They make the finest counterfeit money in the world. The U.S. just recovered $30 million worth
The Secret Service announced the largest successful seizure of operational counterfeit currency in the history of the agency. (Reuters) The Secret Service announced the largest successful seizure of operational counterfeit currency in the history of the agency. The Secret Service announced the largest successful seizure of operational counterfeit currency in the history of the agency. (Reuters)
The product is carefully created in rural facilities throughout the Peruvian countryside using cheap labor, then hoarded in stash houses controlled by violent gangs in Lima.
Once there, the goods are packed into parcels, loaded onto planes or hidden inside luggage, pottery, hollowed-out Bibles, sneakers, children’s toys or massive shipping containers bound for major U.S. ports of entry, such as Miami.
The product’s ultimate destination, according to the U.S. Secret Service, is generally New York, New Jersey, Boston and the greater Northeast.
It’s here, federal authorities say, that a few powerful organizations pass the product to splinter groups that control the streets, reaping huge financial rewards before authorities have time to react.
It’s an illicit trade that bears an uncanny resemblance to narcotrafficking, and while there is some overlap between the two activities, this “product” has nothing to do with cocaine.

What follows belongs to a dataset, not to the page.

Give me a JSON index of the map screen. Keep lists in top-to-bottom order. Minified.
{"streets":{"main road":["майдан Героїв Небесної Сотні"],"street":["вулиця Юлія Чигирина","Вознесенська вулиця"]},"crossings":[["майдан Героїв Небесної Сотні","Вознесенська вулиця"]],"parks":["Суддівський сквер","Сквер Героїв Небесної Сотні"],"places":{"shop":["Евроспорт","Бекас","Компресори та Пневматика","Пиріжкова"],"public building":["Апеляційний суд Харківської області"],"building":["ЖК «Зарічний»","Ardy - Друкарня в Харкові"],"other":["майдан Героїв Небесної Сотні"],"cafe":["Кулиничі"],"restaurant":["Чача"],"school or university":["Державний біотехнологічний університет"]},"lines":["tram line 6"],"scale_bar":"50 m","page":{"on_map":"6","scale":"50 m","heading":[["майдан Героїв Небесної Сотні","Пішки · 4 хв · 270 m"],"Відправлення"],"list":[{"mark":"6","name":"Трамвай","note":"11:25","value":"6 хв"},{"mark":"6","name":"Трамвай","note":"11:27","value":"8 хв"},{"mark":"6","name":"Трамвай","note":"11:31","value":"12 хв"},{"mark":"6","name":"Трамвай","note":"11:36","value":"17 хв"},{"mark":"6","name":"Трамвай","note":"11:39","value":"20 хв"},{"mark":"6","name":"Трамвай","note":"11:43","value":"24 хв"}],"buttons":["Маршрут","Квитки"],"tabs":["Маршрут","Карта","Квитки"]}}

But the profits created by smuggling the counterfeit currency known as the “Peruvian note” — generally considered the finest fake money on the planet — are just as staggering, if not more so, according to the Secret Service. Responsible for producing and distributing an estimated 60 percent of the world’s counterfeit U.S. notes, more fake American money comes from Peru than any other country, according to the Secret Service, which has been combating the currency’s rise since 2003.
“It’s very similar to the drug war,” said Jose, a Secret Service agent who leads the agency’s efforts to crack down on the trade in Peru and declined to provide his last name. “The modus operandi is very similar, and a lot of the smuggling routes and the hierarchy of organizations involved are very similar, as well as the execution.”
“A lot of these organizations are family-run,” he added. “Making a counterfeit note is a skill that’s been passed down. It’s an art, and the skill isn’t easily transferrable.”
Last week, the Secret Service announced its largest seizure of counterfeit currency to date, after recovering $30 million in fake U.S. bills and 50,000 euros piled in houses and apartment buildings in Lima.
Known as Operation Sunset, the massive effort involved 1,500 Peruvian National Police officers and resulted in a total of 54 search warrants and 48 arrests in Lima.
“Additionally six counterfeit plants were suppressed, eight counterfeit manufacturing presses seized and over 1,600 printing plates and negatives of varying denominations were found,” the agency said in a news release.